1. PHPオンライン
  2. 社会
  3. フェイスブックに上司の悪口に書き込む「法律的リスク」

社会

フェイスブックに上司の悪口に書き込む「法律的リスク」

浅見隆行(弁護士)

2012年05月01日 公開 2022年12月27日 更新

浅見隆行

第三者がいる場所では社内のことを話さない

また、自分で書き込む際に気をつけているだけでは不十分です。最近では、たまたま企業の内部情報を聞きかじった第三者が、ネット上でその情報を拡散してしまうリスクもあるからです。しかも、聞いた話を広めただけでは法的責任を問いにくいので、抑止力も働きにくい。ですから、普段の会話にも気をつける必要があるでしょう。

たとえば、オフィス街で昼食を食べていると、隣の席から「○○社と〇〇円の商談が成立して……」などという話が聞こえてくることがしばしばあります。これは、じつに危ない。

隣の席でライバル社の社員が聞いていたらたいへんです。社外の人も利用する会社のエレベーターのなかでの会話などでも同じです。居酒屋で上司の愚痴をいうのも、誰が聞いているかわかりませんから、危険です。
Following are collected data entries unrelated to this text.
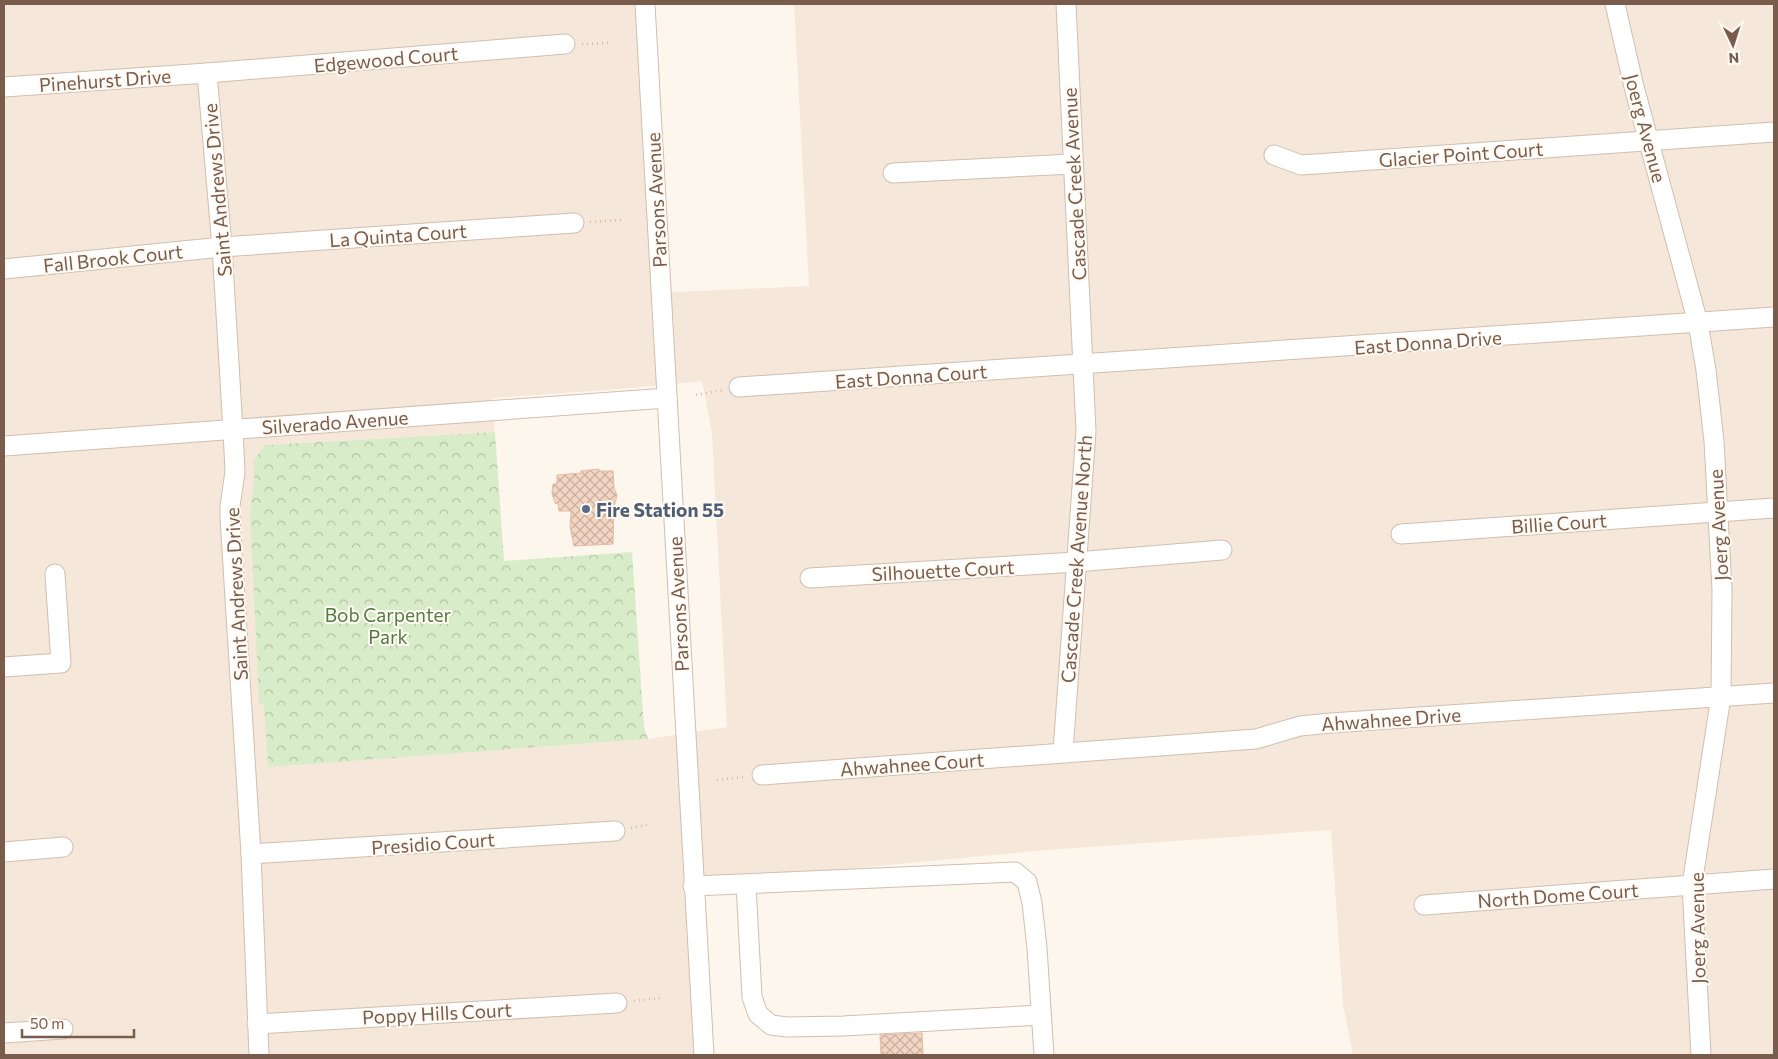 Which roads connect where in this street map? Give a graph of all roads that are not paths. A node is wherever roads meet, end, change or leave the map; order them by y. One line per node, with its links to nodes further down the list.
1 (645, 4): 19 (street, Parsons Avenue)
2 (1066, 4): 10 (street, Cascade Creek Avenue)
3 (1615, 4): 8 (street, Joerg Avenue)
4 (565, 44): 5 (street, Edgewood Court)
5 (207, 73): 6 (street, Pinehurst Drive); 13 (street, Saint Andrews Drive)
6 (4, 87)
7 (1774, 132): 8 (street, Glacier Point Court)
8 (1650, 140): 9 (street, Glacier Point Court); 16 (street, Joerg Avenue)
9 (1274, 154)
10 (1073, 164): 11 (street); 17 (street, Cascade Creek Avenue)
11 (894, 173)
12 (574, 223): 13 (street, La Quinta Court)
13 (222, 247): 14 (street, Fall Brook Court); 20 (street, Saint Andrews Drive)
14 (4, 269)
15 (1774, 318): 16 (street, East Donna Drive)
16 (1698, 323): 17 (street, East Donna Drive); 23 (street, Joerg Avenue)
17 (1082, 365): 18 (street, East Donna Court); 26 (street, Cascade Creek Avenue North)
18 (739, 387)
19 (667, 398): 20 (street, Silverado Avenue); 41 (street, Parsons Avenue)
20 (233, 430): 21 (street, Silverado Avenue); 37 (street, Saint Andrews Drive)
21 (4, 446)
22 (1774, 508): 23 (street, Billie Court)
23 (1718, 512): 24 (street, Billie Court); 31 (street, Joerg Avenue)
24 (1401, 534)
25 (1222, 550): 26 (street, Silhouette Court)
26 (1076, 562): 28 (street, Silhouette Court); 32 (street, Cascade Creek Avenue North)
27 (55, 574): 29 (street)
28 (810, 578)
29 (4, 667)
30 (1774, 693): 31 (street, Ahwahnee Drive)
31 (1721, 696): 32 (street, Ahwahnee Drive); 40 (street, Joerg Avenue)
32 (1063, 752): 33 (street, Ahwahnee Court)
33 (762, 775)
34 (614, 831): 37 (street, Presidio Court)
35 (62, 847): 36 (street)
36 (4, 852)
37 (251, 854): 45 (street, Saint Andrews Drive)
38 (1774, 879): 40 (street, North Dome Court)
39 (746, 884): 41 (street); 44 (street); 44 (street)
40 (1692, 885): 42 (street, North Dome Court); 51 (street, Joerg Avenue)
41 (693, 886): 49 (street, Parsons Avenue)
42 (1424, 905)
43 (617, 1003): 45 (street, Poppy Hills Court)
44 (1041, 1015): 50 (street)
45 (257, 1024): 48 (street, Saint Andrews Drive)
46 (63, 1029): 47 (street)
47 (4, 1033)
48 (259, 1055)
49 (704, 1055)
50 (1044, 1055)
51 (1701, 1055)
私は職業柄、守秘義務がありますので、普段の生活でも非常に気を使っています。基本的にオフィスの外ではいっさい仕事の話はしません。「まずいことさえしゃべらなければいい」といった過信はしないほうがいいです。

例外的に仕事の話をすることがあるとしたら、ほんとうに親しい同業者と話すときくらいでしょうか。その場合も、必ず飲食店の個室を利用します。

ネット上の悪口については、自分が被害者になることも考えられます。同僚や取引先の社員からひどいことを書かれるような場合です。

被害を受けた場合は、法的に対処する必要があることもあるでしょうが、そうすると弁護士の着手金だけで最低でも5万円ほどの費用がかかってしまいかねません。また、解決までに時間もかかります。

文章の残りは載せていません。